Amador saw a policy change bill as a better way forward for those who had issues with the universities.

“I don’t know that a budget punishment is the best way to make changes on our college and university campuses,” he told the Idaho Press. “It’s ultimately going to have to come from the State Board of Education.”

The hearing for HB 364 was scheduled Tuesday after the House killed the public school budget following concerns that Idaho’s K-12 schools may promote social justice and critical race theory as well.

“We have been surrounded within, not just our Legislative body, but a huge state discussion on basically the ability to protect our free speech,” Ehardt told the committee.

Ehardt believes students are being punished or silenced for their views. She hopes the bill “helps to change the culture in the classroom.”

“Everyone should have the ability … to participate in the discussion and freely express those views that may also be counter to those that the professor or even the majority of the classroom,” Ehardt said of her bill.

She referenced a Florida State University Student Senate president who criticized the Black Lives Matter movement last year because he said it “fosters ‘a queer affirming network’ and defends transgenderism.” The student, Jack Denton, made the comments within a group chat for Catholic Student Union members at FSU, fsunews.com reported. His fellow Student Senate members voted to strip his presidency. The school’s Student Supreme Court later ruled Denton’s removal unconstitutional, and he was reinstated.

Ehardt said the Florida case was “very similar” to an event at Boise State University. Ehardt later confirmed to the Post Register that she had been referring to the November 2020 impeachment of Angel Cantu, president of the Associated Students of Boise State University. Cantu was charged with, among other things, trying to “stop the activist movement against the resigning or extension” of Boise Police Department’s contract with Boise State University, according to a document from the association.
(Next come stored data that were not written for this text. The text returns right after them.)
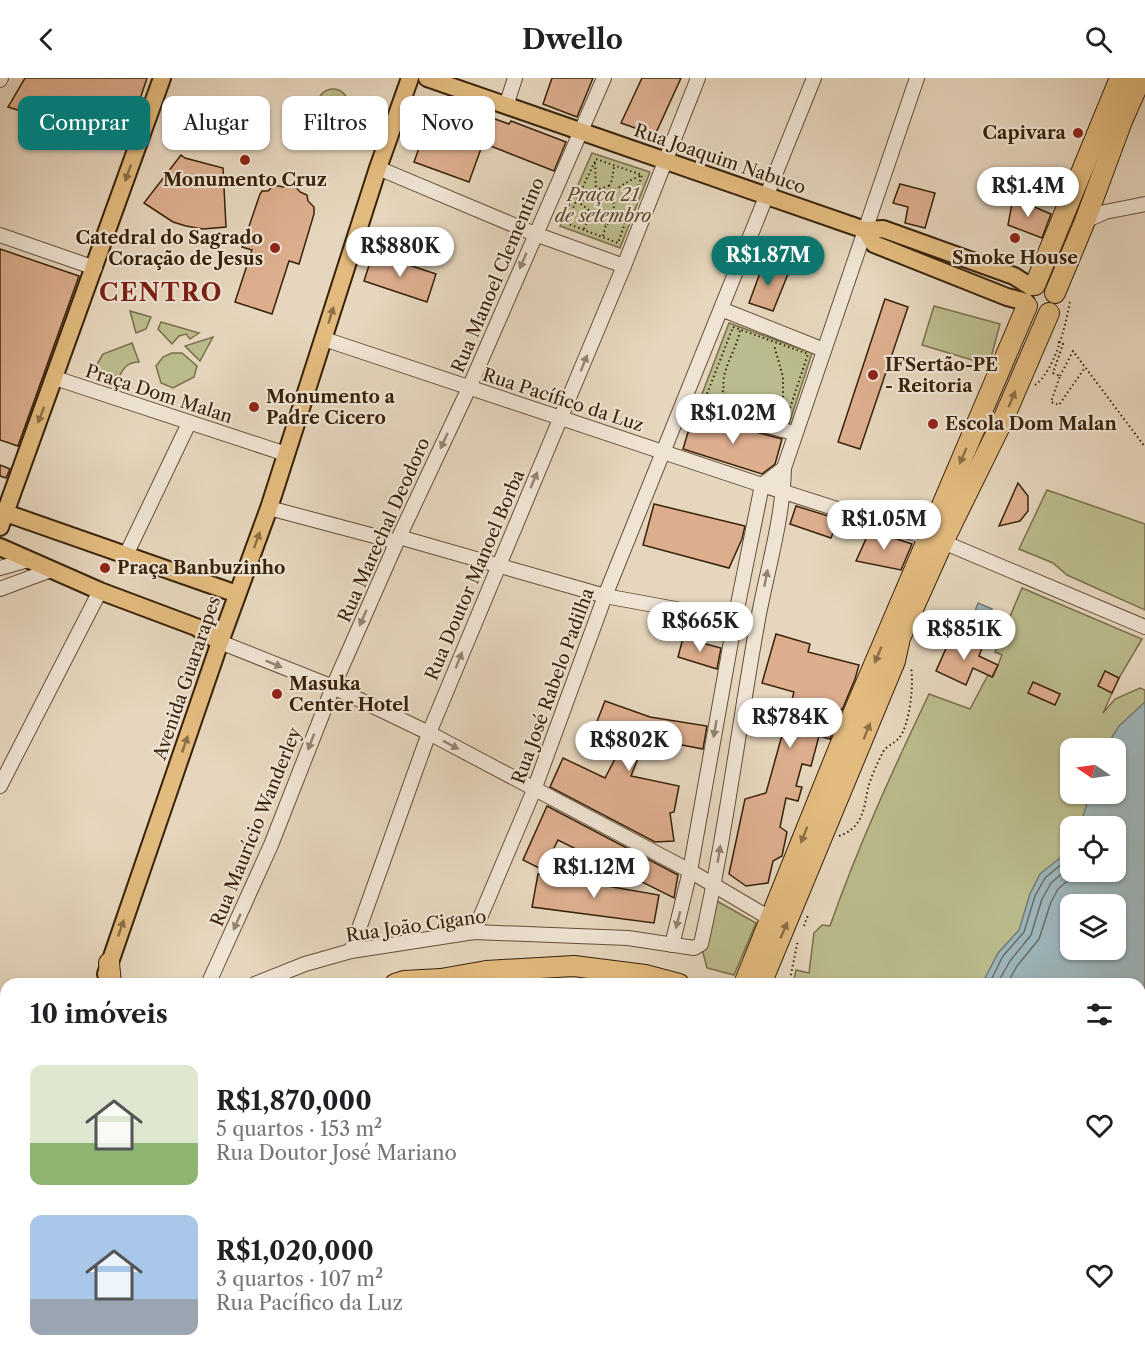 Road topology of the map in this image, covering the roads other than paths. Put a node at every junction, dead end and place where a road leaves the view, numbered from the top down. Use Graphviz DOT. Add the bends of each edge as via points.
graph roads {
  1 [pos="162,78"];
  2 [pos="410,78"];
  3 [pos="427,78"];
  4 [pos="515,78"];
  5 [pos="604,78"];
  6 [pos="698,78"];
  7 [pos="814,78"];
  8 [pos="917,78"];
  9 [pos="1120,78"];
  10 [pos="1141,78"];
  11 [pos="506,106"];
  12 [pos="581,131"];
  13 [pos="664,160"];
  14 [pos="378,168"];
  15 [pos="767,195"];
  16 [pos="1145,204"];
  17 [pos="1085,221"];
  18 [pos="865,230"];
  19 [pos="535,234"];
  20 [pos="0,235"];
  21 [pos="624,266"];
  22 [pos="94,268"];
  23 [pos="1055,293"];
  24 [pos="1030,295"];
  25 [pos="721,309"];
  26 [pos="1049,313"];
  27 [pos="324,339"];
  28 [pos="824,350"];
  29 [pos="55,378"];
  30 [pos="469,388"];
  31 [pos="683,404"];
  32 [pos="561,417"];
  33 [pos="189,423"];
  34 [pos="794,433"];
  35 [pos="663,452"];
  36 [pos="286,454"];
  37 [pos="784,468"];
  38 [pos="762,485"];
  39 [pos="783,491"];
  40 [pos="268,508"];
  41 [pos="2,517"];
  42 [pos="398,540"];
  43 [pos="936,540"];
  44 [pos="0,547"];
  45 [pos="126,555"];
  46 [pos="28,560"];
  47 [pos="497,566"];
  48 [pos="0,568"];
  49 [pos="51,570"];
  50 [pos="0,588"];
  51 [pos="100,591"];
  52 [pos="237,594"];
  53 [pos="605,596"];
  54 [pos="735,619"];
  55 [pos="757,624"];
  56 [pos="1145,627"];
  57 [pos="220,642"];
  58 [pos="333,687"];
  59 [pos="429,734"];
  60 [pos="0,786"];
  61 [pos="534,790"];
  62 [pos="690,871"];
  63 [pos="714,887"];
  64 [pos="771,919"];
  65 [pos="474,932"];
  66 [pos="672,945"];
  67 [pos="351,951"];
  68 [pos="110,963"];
  69 [pos="101,978"];
  70 [pos="106,978"];
  71 [pos="111,978"];
  72 [pos="213,978"];
  73 [pos="270,978"];
  74 [pos="454,978"];
  75 [pos="656,978"];
  76 [pos="746,978"];
  77 [pos="764,978"];
  1 -- 22 [label="main road, one-way"];
  2 -- 14 [label="main road, Avenida Guararapes"];
  3 -- 11 [label="main road, Rua Joaquim Nabuco"];
  4 -- 11 [label="street"];
  5 -- 12 [label="street, Rua Manoel Clementino"];
  6 -- 13 [label="street, Rua Doutor Manoel Borba"];
  7 -- 15 [label="street, Rua José Rabelo Padilha"];
  8 -- 18 [label="street"];
  9 -- 24 [label="highway"];
  10 -- 17 [label="highway"];
  11 -- 12 [label="main road, Rua Joaquim Nabuco"];
  12 -- 13 [label="main road, Rua Joaquim Nabuco"];
  12 -- 19 [label="street, Rua Manoel Clementino"];
  13 -- 15 [label="main road, Rua Joaquim Nabuco"];
  13 -- 21 [label="street, Rua Doutor Manoel Borba"];
  14 -- 19 [label="street"];
  27 -- 14 [label="main road, Avenida Guararapes, one-way"];
  15 -- 18 [label="main road, Rua Joaquim Nabuco"];
  15 -- 25 [label="street, Rua José Rabelo Padilha"];
  16 -- 17 [label="street" via="1105,212"];
  17 -- 23 [label="highway"];
  18 -- 24 [label="main road, Rua Joaquim Nabuco" via="883,229 1014,276"];
  18 -- 28 [label="street"];
  19 -- 21 [label="street"];
  19 -- 30 [label="street, Rua Manoel Clementino, one-way"];
  20 -- 22 [label="street"];
  32 -- 21 [label="street, Rua Doutor Manoel Borba, one-way"];
  22 -- 29 [label="main road"];
  23 -- 24 [label="highway" via="1047,285"];
  23 -- 26 [label="highway" via="1056,304"];
  24 -- 26 [label="highway" via="1036,314"];
  24 -- 43 [label="highway, one-way"];
  25 -- 28 [label="street"];
  25 -- 31 [label="street, Rua José Rabelo Padilha"];
  43 -- 26 [label="highway, one-way" via="1003,420"];
  27 -- 30 [label="street, Rua Pacífico da Luz"];
  27 -- 36 [label="main road, Avenida Guararapes"];
  28 -- 34 [label="street"];
  29 -- 33 [label="street, Praça Dom Malan"];
  29 -- 41 [label="main road, one-way"];
  30 -- 32 [label="street, Rua Pacífico da Luz"];
  30 -- 42 [label="street, Rua Marechal Deodoro, one-way"];
  31 -- 34 [label="street"];
  31 -- 35 [label="street, Rua José Rabelo Padilha"];
  32 -- 35 [label="street, Rua Pacífico da Luz"];
  47 -- 32 [label="street, Rua Doutor Manoel Borba, one-way"];
  33 -- 36 [label="street, Praça Dom Malan"];
  33 -- 45 [label="street"];
  34 -- 37 [label="street"];
  35 -- 38 [label="street, Rua Pacífico da Luz"];
  35 -- 53 [label="street, Rua José Rabelo Padilha"];
  36 -- 40 [label="main road, Avenida Guararapes"];
  37 -- 38 [label="street"];
  37 -- 39 [label="street"];
  38 -- 39 [label="street, Rua Pacífico da Luz"];
  38 -- 54 [label="street"];
  39 -- 43 [label="street, Rua Pacífico da Luz"];
  55 -- 39 [label="street, one-way"];
  40 -- 42 [label="street"];
  52 -- 40 [label="main road, Avenida Guararapes, one-way"];
  41 -- 45 [label="main road"];
  42 -- 47 [label="street"];
  42 -- 58 [label="street, Rua Marechal Deodoro, one-way"];
  43 -- 56 [label="street, Rua Pacífico da Luz"];
  43 -- 64 [label="highway, one-way" via="847,728"];
  77 -- 43 [label="highway, one-way" via="896,661 900,638"];
  44 -- 46 [label="main road"];
  45 -- 52 [label="main road"];
  46 -- 48 [label="street"];
  46 -- 49 [label="main road"];
  47 -- 53 [label="street"];
  59 -- 47 [label="street, Rua Doutor Manoel Borba, one-way"];
  49 -- 50 [label="street"];
  49 -- 51 [label="main road"];
  51 -- 57 [label="main road" via="196,627"];
  51 -- 60 [label="street"];
  52 -- 57 [label="main road, Avenida Guararapes"];
  53 -- 54 [label="street"];
  53 -- 61 [label="street, Rua José Rabelo Padilha"];
  54 -- 55 [label="street"];
  54 -- 62 [label="street, one-way"];
  63 -- 55 [label="street, one-way"];
  57 -- 58 [label="street, one-way"];
  68 -- 57 [label="main road, Avenida Guararapes, one-way"];
  58 -- 59 [label="street"];
  58 -- 72 [label="street, Rua Maurício Wanderley, one-way" via="271,845"];
  59 -- 61 [label="street, one-way"];
  59 -- 67 [label="street, Rua Doutor Manoel Borba"];
  61 -- 62 [label="street"];
  61 -- 65 [label="street, Rua José Rabelo Padilha"];
  62 -- 63 [label="street"];
  62 -- 66 [label="street, one-way"];
  63 -- 64 [label="street"];
  63 -- 66 [label="street, Rua João Cigano" via="701,944 694,948"];
  64 -- 76 [label="highway"];
  65 -- 66 [label="street, Rua João Cigano" via="628,938"];
  65 -- 67 [label="street, Rua João Cigano"];
  67 -- 73 [label="street, Rua João Cigano"];
  68 -- 69 [label="street"];
  68 -- 70 [label="main road, Avenida Guararapes"];
  68 -- 71 [label="highway"];
  74 -- 75 [label="highway" via="486,971 574,966"];
}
“Universities have gotten used to creating their own code language, their own speech zones, their own way of dealing with how a person feels, and if you’re offended, if somebody gets offended, you’re no longer able to speak,” Ehardt said.

Rep. John McCrostie, D-Garden City, expressed disappointment that Ehardt had not asked for assistance on the bill, since he had his own version “ready to go.” In 2018, McCrostie teamed up with Rep. Heather Scott, R-Blanchard, to write a similar bill, HB 622. It passed with just one nay vote in the House but got stuck in the Senate Education Committee.

“The needs that exist on campus affect students of all stripes and colors and characteristics. I thought it was an important issue to address,” McCrostie told the Post Register afterward.

However, McCrostie, Rep. Steve Berch, D-Boise, Sally Toone, D-Gooding, voted to hold the bill, as did Chairman Lance Clow, R-Twin Falls initially. All felt the bill process had been too rushed and many members of the committee had not been given an opportunity to review the bill beforehand. Clow then changed his vote on the second motion to send it to the House.